Les paroles s’envolent, les écrits restent, dit-on, mais ici les écrits des autres s’effacent au profit de sa peinture. Et nous voilà à découvrir sur fond de matière grise et mate, ses couleurs franches et brillantes et à considérer, entre les aplats de couleurs laquées, entre les lignes des cibles tracées, la matérialité de l’imprimé et, à sa suite, la matérialité de la peinture. À comprendre la nature recyclable de la première et la nature durable de la seconde. Mais surtout, et c’est là l’essentiel, nous voilà à observer l’intensité chromatique de chacune de ces pièces, à les voir irradier ou au contraire absorber la lumière comme le font les bas-reliefs, et, petit à petit, à nous y perdre.

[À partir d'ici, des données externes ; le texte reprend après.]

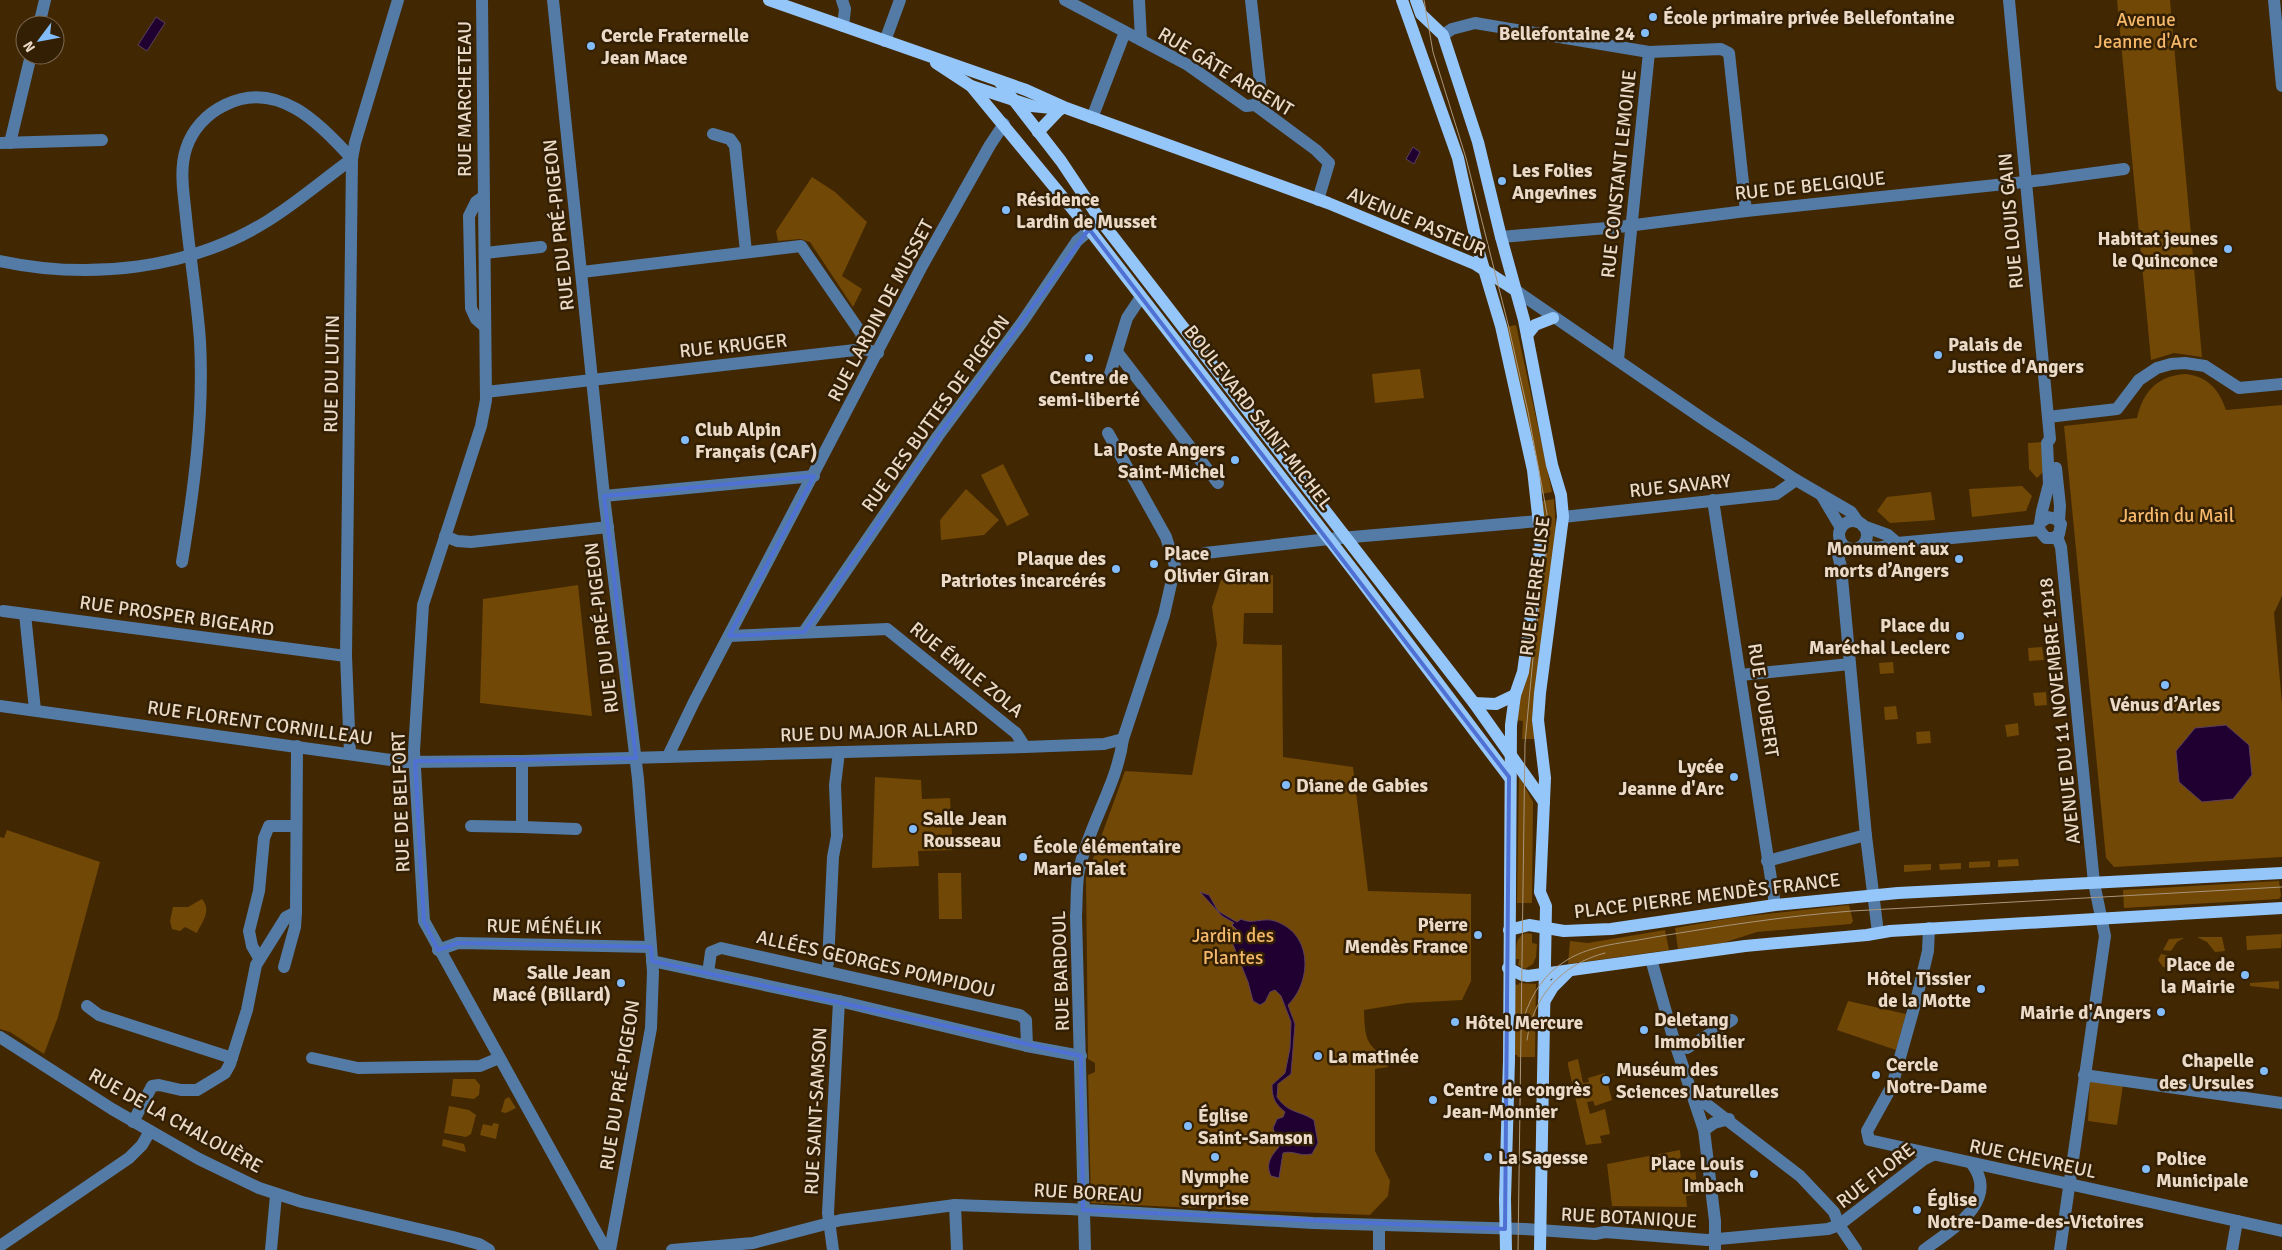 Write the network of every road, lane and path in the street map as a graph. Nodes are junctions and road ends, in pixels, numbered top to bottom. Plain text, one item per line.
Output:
1 (46, 0) edge
2 (398, 0) edge
3 (482, 0) edge
4 (553, 0) edge
5 (769, 0) edge
6 (842, 0) edge
7 (900, 0) edge
8 (1065, 0) edge
9 (1139, 0) edge
10 (1251, 0) edge
11 (1402, 0) edge
12 (1416, 0) edge
13 (2009, 0) edge
14 (2274, 0) edge
15 (42, 15) edge
16 (843, 26) junction
17 (1125, 32) junction
18 (1443, 34) junction
19 (1141, 40) junction
20 (885, 41) junction
21 (1649, 52) junction
22 (923, 56) junction
23 (28, 65) edge
24 (999, 81) junction
25 (971, 86) junction
26 (2282, 86) edge
27 (1046, 98) junction
28 (1017, 102) junction
29 (1254, 105) junction
30 (1063, 109) junction
31 (1092, 118) junction
32 (1004, 124) junction
33 (1038, 132) junction
34 (713, 134) dead end
35 (102, 140) dead end
36 (5, 143) edge
37 (352, 159) junction
38 (2124, 168) dead end
39 (2025, 181) junction
40 (483, 197) junction
41 (1318, 200) junction
42 (1746, 211) junction
43 (1101, 221) junction
44 (1632, 226) junction
45 (1089, 229) junction
46 (1501, 237) junction
47 (541, 247) dead end
48 (746, 252) junction
49 (485, 253) junction
50 (189, 255) junction
51 (0, 261) edge
52 (1486, 270) junction
53 (582, 272) junction
54 (1515, 290) junction
55 (1141, 297) junction
56 (1553, 318) junction
57 (484, 326) junction
58 (1527, 336) junction
59 (864, 349) junction
60 (1117, 352) junction
61 (878, 353) junction
62 (1618, 360) junction
63 (1110, 374) dead end
64 (592, 380) junction
65 (2282, 384) edge
66 (486, 392) junction
67 (2048, 417) junction
68 (1108, 433) dead end
69 (2050, 439) junction
70 (814, 476) junction
71 (1796, 480) junction
72 (1218, 483) dead end
73 (604, 496) junction
74 (1822, 496) junction
75 (1713, 500) junction
76 (1563, 517) junction
77 (1539, 521) junction
78 (2059, 521) junction
79 (1860, 524) junction
80 (2040, 526) junction
81 (608, 527) junction
82 (1841, 528) junction
83 (445, 536) junction
84 (2057, 537) junction
85 (1346, 538) junction
86 (1329, 539) junction
87 (1897, 543) junction
88 (1842, 544) junction
89 (1860, 547) junction
90 (1205, 553) tunnel mouth
91 (182, 562) dead end
92 (1841, 567) junction
93 (3, 611) dead end
94 (24, 614) junction
95 (804, 632) junction
96 (729, 636) junction
97 (346, 656) junction
98 (1850, 664) junction
99 (1741, 675) junction
100 (1515, 695) junction
101 (1474, 703) junction
102 (0, 706) edge
103 (35, 710) junction
104 (1123, 739) junction
105 (297, 746) junction
106 (1025, 747) junction
107 (839, 752) junction
108 (1510, 752) junction
109 (350, 754) junction
110 (668, 756) junction
111 (636, 758) junction
112 (415, 761) junction
113 (522, 761) junction
114 (1509, 777) junction
115 (1544, 802) junction
116 (296, 826) junction
117 (471, 826) dead end
118 (522, 827) junction
119 (576, 829) dead end
120 (1866, 835) junction
121 (1767, 861) junction
122 (2282, 873) edge
123 (2094, 883) junction
124 (1873, 895) junction
125 (1775, 905) junction
126 (2282, 908) edge
127 (296, 912) junction
128 (2101, 918) junction
129 (1545, 927) junction
130 (1929, 928) junction
131 (1509, 930) junction
132 (1878, 933) junction
133 (651, 947) junction
134 (438, 950) junction
135 (259, 958) junction
136 (1651, 960) junction
137 (652, 961) junction
138 (828, 963) dead end
139 (284, 967) dead end
140 (1508, 968) junction
141 (1541, 971) junction
142 (1569, 971) junction
143 (708, 972) junction
144 (839, 1000) junction
145 (1543, 1004) junction
146 (87, 1006) dead end
147 (1732, 1020) dead end
148 (0, 1037) edge
149 (1027, 1046) junction
150 (1687, 1048) dead end
151 (1081, 1056) junction
152 (232, 1058) junction
153 (312, 1058) dead end
154 (499, 1058) junction
155 (2084, 1075) junction
156 (1690, 1089) junction
157 (2282, 1103) edge
158 (1729, 1119) junction
159 (133, 1122) junction
160 (1704, 1130) junction
161 (150, 1131) junction
162 (1933, 1155) junction
163 (1972, 1164) junction
164 (2070, 1185) junction
165 (276, 1195) junction
166 (955, 1204) junction
167 (1083, 1210) junction
168 (2237, 1221) junction
169 (830, 1224) junction
170 (1379, 1225) junction
171 (1839, 1226) junction
172 (1506, 1229) junction
173 (1541, 1230) junction
174 (2282, 1231) edge
175 (1715, 1245) edge
176 (0, 1246) edge
177 (271, 1250) edge
178 (489, 1250) edge
179 (606, 1250) edge
180 (610, 1250) edge
181 (672, 1250) edge
182 (833, 1250) edge
183 (957, 1250) edge
184 (1085, 1250) edge
185 (1379, 1250) edge
186 (1506, 1250) edge
187 (1540, 1250) edge
188 (1856, 1250) edge
189 (1924, 1250) edge
190 (2060, 1250) edge
191 (2232, 1250) edge

1 - 15 street
2 - 37 street, RUE DU LUTIN
3 - 40 street, RUE MARCHETEAU
4 - 53 street, RUE DU PRÉ-PIGEON
5 - 16 main road, AVENUE PASTEUR
6 - 16 street
7 - 20 street
8 - 17 street, RUE GÂTE ARGENT
9 - 19 street
10 - 29 street
11 - 52 main road, RUE PIERRE LISE
12 - 18 main road
13 - 39 street, RUE LOUIS GAIN
14 - 26 street
16 - 20 main road, AVENUE PASTEUR
17 - 19 street, RUE GÂTE ARGENT
17 - 31 street
18 - 21 street, RUE CONSTANT LEMOINE
18 - 46 main road, RUE PIERRE LISE
19 - 29 street, RUE GÂTE ARGENT
20 - 22 main road, AVENUE PASTEUR
21 - 42 street
21 - 44 street, RUE CONSTANT LEMOINE
22 - 24 main road, AVENUE PASTEUR
22 - 25 main road, AVENUE PASTEUR
23 - 36 street
24 - 27 main road, AVENUE PASTEUR
24 - 28 main road
25 - 28 main road, AVENUE PASTEUR
25 - 32 main road, BOULEVARD SAINT-MICHEL
27 - 28 main road
27 - 30 main road, AVENUE PASTEUR
28 - 30 main road, AVENUE PASTEUR
28 - 32 main road
28 - 33 main road, BOULEVARD SAINT-MICHEL
29 - 41 street, RUE GÂTE ARGENT
30 - 31 main road, AVENUE PASTEUR
30 - 33 main road
31 - 41 main road, AVENUE PASTEUR
32 - 45 main road, BOULEVARD SAINT-MICHEL
32 - 61 street, RUE LARDIN DE MUSSET
33 - 43 main road, BOULEVARD SAINT-MICHEL
34 - 48 street
35 - 36 street
37 - 50 street
37 - 50 street
37 - 97 street, RUE DU LUTIN
38 - 39 street, RUE DE BELGIQUE
39 - 42 street, RUE DE BELGIQUE
39 - 67 street, RUE LOUIS GAIN
40 - 49 street, RUE MARCHETEAU
40 - 57 street, RUE MARCHETEAU
41 - 52 main road, AVENUE PASTEUR
42 - 44 street, RUE DE BELGIQUE
43 - 45 street, RUE DES BUTTES DE PIGEON
43 - 85 main road, BOULEVARD SAINT-MICHEL
44 - 46 street, RUE DE BELGIQUE
44 - 62 street, RUE CONSTANT LEMOINE
45 - 55 main road, BOULEVARD SAINT-MICHEL
45 - 95 street, RUE DES BUTTES DE PIGEON
46 - 54 main road, RUE PIERRE LISE
47 - 49 street
48 - 53 street
48 - 59 street
49 - 57 street, RUE MARCHETEAU
50 - 51 street
50 - 91 street
52 - 54 main road, AVENUE PASTEUR
52 - 77 main road, RUE PIERRE LISE
53 - 64 street, RUE DU PRÉ-PIGEON
54 - 56 street, AVENUE PASTEUR
54 - 58 main road, RUE PIERRE LISE
55 - 60 street
55 - 86 main road, BOULEVARD SAINT-MICHEL
56 - 58 main road
56 - 62 street, AVENUE PASTEUR
57 - 66 street, RUE MARCHETEAU
58 - 76 main road, RUE PIERRE LISE
59 - 61 street, RUE KRUGER
59 - 64 street, RUE KRUGER
60 - 63 street
60 - 72 street
61 - 70 street, RUE LARDIN DE MUSSET
62 - 71 street, AVENUE PASTEUR
64 - 66 street
64 - 73 street, RUE DU PRÉ-PIGEON
65 - 67 street
66 - 83 street, RUE DE BELFORT
67 - 69 street, RUE LOUIS GAIN
68 - 104 street
69 - 78 street, RUE LOUIS GAIN
69 - 80 street, RUE LOUIS GAIN
70 - 73 street
70 - 96 street, RUE LARDIN DE MUSSET
71 - 74 street, AVENUE PASTEUR
71 - 75 street, RUE SAVARY
73 - 81 street, RUE DU PRÉ-PIGEON
74 - 79 street, AVENUE PASTEUR
74 - 82 street, AVENUE PASTEUR
75 - 76 street, RUE SAVARY
75 - 99 street, RUE JOUBERT
76 - 115 main road, RUE PIERRE LISE
77 - 85 street
77 - 100 main road, RUE PIERRE LISE
78 - 80 street
78 - 84 street
79 - 82 street
79 - 87 street
79 - 89 street
80 - 84 street
80 - 87 street
81 - 83 street
81 - 111 street, RUE DU PRÉ-PIGEON
82 - 88 street
83 - 112 street, RUE DE BELFORT
84 - 123 street, AVENUE DU 11 NOVEMBRE 1918
85 - 86 street
85 - 101 main road, BOULEVARD SAINT-MICHEL
86 - 90 street
86 - 114 main road, BOULEVARD SAINT-MICHEL
87 - 89 street
88 - 89 street
88 - 92 street
89 - 92 street
92 - 98 street
93 - 94 street, RUE PROSPER BIGEARD
94 - 97 street, RUE PROSPER BIGEARD
94 - 103 street
95 - 96 street, RUE ÉMILE ZOLA
95 - 106 street, RUE ÉMILE ZOLA
96 - 110 street, RUE LARDIN DE MUSSET
97 - 109 street, RUE DU LUTIN
98 - 99 street
98 - 120 street
99 - 121 street, RUE JOUBERT
100 - 101 main road
100 - 108 main road, RUE PIERRE LISE
101 - 108 main road, BOULEVARD SAINT-MICHEL
102 - 103 street, RUE FLORENT CORNILLEAU
103 - 105 street, RUE FLORENT CORNILLEAU
104 - 106 street, RUE DU MAJOR ALLARD
104 - 151 street, RUE BARDOUL
105 - 109 street, RUE FLORENT CORNILLEAU
105 - 116 street
106 - 107 street, RUE DU MAJOR ALLARD
107 - 110 street, RUE DU MAJOR ALLARD
107 - 138 street
108 - 114 main road
108 - 115 main road, BOULEVARD SAINT-MICHEL
109 - 112 street, RUE FLORENT CORNILLEAU
110 - 111 street, RUE DU MAJOR ALLARD
111 - 113 street, RUE FLORENT CORNILLEAU
111 - 133 street, RUE DU PRÉ-PIGEON
112 - 113 street, RUE FLORENT CORNILLEAU
112 - 134 street, RUE DE BELFORT
113 - 118 street
114 - 131 main road
115 - 129 main road
116 - 127 street
116 - 135 street
117 - 118 street
118 - 119 street
120 - 121 street, PLACE PIERRE MENDÈS FRANCE
120 - 124 street
121 - 125 street, RUE JOUBERT
122 - 123 main road, PLACE PIERRE MENDÈS FRANCE
123 - 124 main road, PLACE PIERRE MENDÈS FRANCE
123 - 128 street, AVENUE DU 11 NOVEMBRE 1918
124 - 125 main road, PLACE PIERRE MENDÈS FRANCE
124 - 132 street
125 - 129 main road, PLACE PIERRE MENDÈS FRANCE
126 - 128 main road
127 - 135 street
127 - 139 street
128 - 130 main road
128 - 155 street, AVENUE DU 11 NOVEMBRE 1918
129 - 131 main road, PLACE PIERRE MENDÈS FRANCE
129 - 141 main road
130 - 132 main road
130 - 162 street, RUE CHEVREUL
131 - 140 main road
132 - 136 main road
133 - 134 street, RUE MÉNÉLIK
133 - 137 street, RUE DU PRÉ-PIGEON
134 - 154 street, RUE DE BELFORT
135 - 152 street
136 - 142 main road
136 - 156 street
137 - 143 street
137 - 180 street, RUE DU PRÉ-PIGEON
140 - 141 main road
140 - 172 main road
141 - 142 main road
141 - 145 main road
142 - 145 main road
143 - 144 street
143 - 149 street, ALLÉES GEORGES POMPIDOU
144 - 149 street
144 - 169 street, RUE SAINT-SAMSON
145 - 173 main road
146 - 152 street
147 - 150 street
148 - 159 street, RUE DE LA CHALOUÈRE
149 - 151 street
151 - 167 street, RUE BARDOUL
152 - 159 street
153 - 154 street
154 - 179 street, RUE DE BELFORT
155 - 157 street
155 - 164 street, AVENUE DU 11 NOVEMBRE 1918
156 - 158 street
156 - 160 street
158 - 160 street
158 - 171 street
159 - 161 street, RUE DE LA CHALOUÈRE
160 - 175 street
161 - 165 street, RUE DE LA CHALOUÈRE
161 - 176 street
162 - 163 street, RUE CHEVREUL
162 - 171 street, RUE FLORE
163 - 164 street, RUE CHEVREUL
163 - 189 street
164 - 168 street, RUE CHEVREUL
164 - 190 street, AVENUE DU 11 NOVEMBRE 1918
165 - 177 street
165 - 178 street, RUE DE LA CHALOUÈRE
166 - 167 street, RUE BOREAU
166 - 169 street, RUE BOREAU
166 - 183 street
167 - 170 street, RUE BOREAU
167 - 184 street, RUE BARDOUL
168 - 174 street, RUE CHEVREUL
168 - 191 street
169 - 181 street, RUE BOREAU
169 - 182 street, RUE SAINT-SAMSON
170 - 172 street, RUE BOREAU
170 - 185 street
171 - 175 street
171 - 188 street
172 - 173 street, RUE BOTANIQUE
172 - 186 main road
173 - 175 street, RUE BOTANIQUE
173 - 187 main road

Car comme des pièces d’un puzzle géant qui toujours s’emboîteraient malgré leurs dimensions, leurs finitions et leurs formes différentes, les œuvres d’Antoine Stahli Cardaci composent une œuvre plus grande où chacune entre en résonnance avec l’ensemble, et où l’ensemble, comme un nouvel univers, est en constante expansion.
Littéralement, Antoine Stahli Cardaci peint sur des magazines et des revues d’art transformées. Symboliquement, il détruit les commentaires, les critiques, les hommages et autres fantaisies de censeurs et d’encenseurs d’art, et les remplace par son geste de peintre. Mais concrètement, mieux que mille discours, la rigoureuse beauté de ses œuvres dit la profondeur de l’art, la joie des abimes de la contemplation et nous ramène au présent dans toutes ses épaisseurs, et non plus seulement à sa crête. Dès lors, qu’il nous incite à interroger les supports de l’art importe peut-être moins que cette invitation à entrer intensément en dialogue avec la peinture, à se savoir individu au sein du grand nombre, et à s’adonner sans impatience à cet acte qui est tout sauf un passe-temps, de voir et la surface des choses, et la complexité qu’elle cache.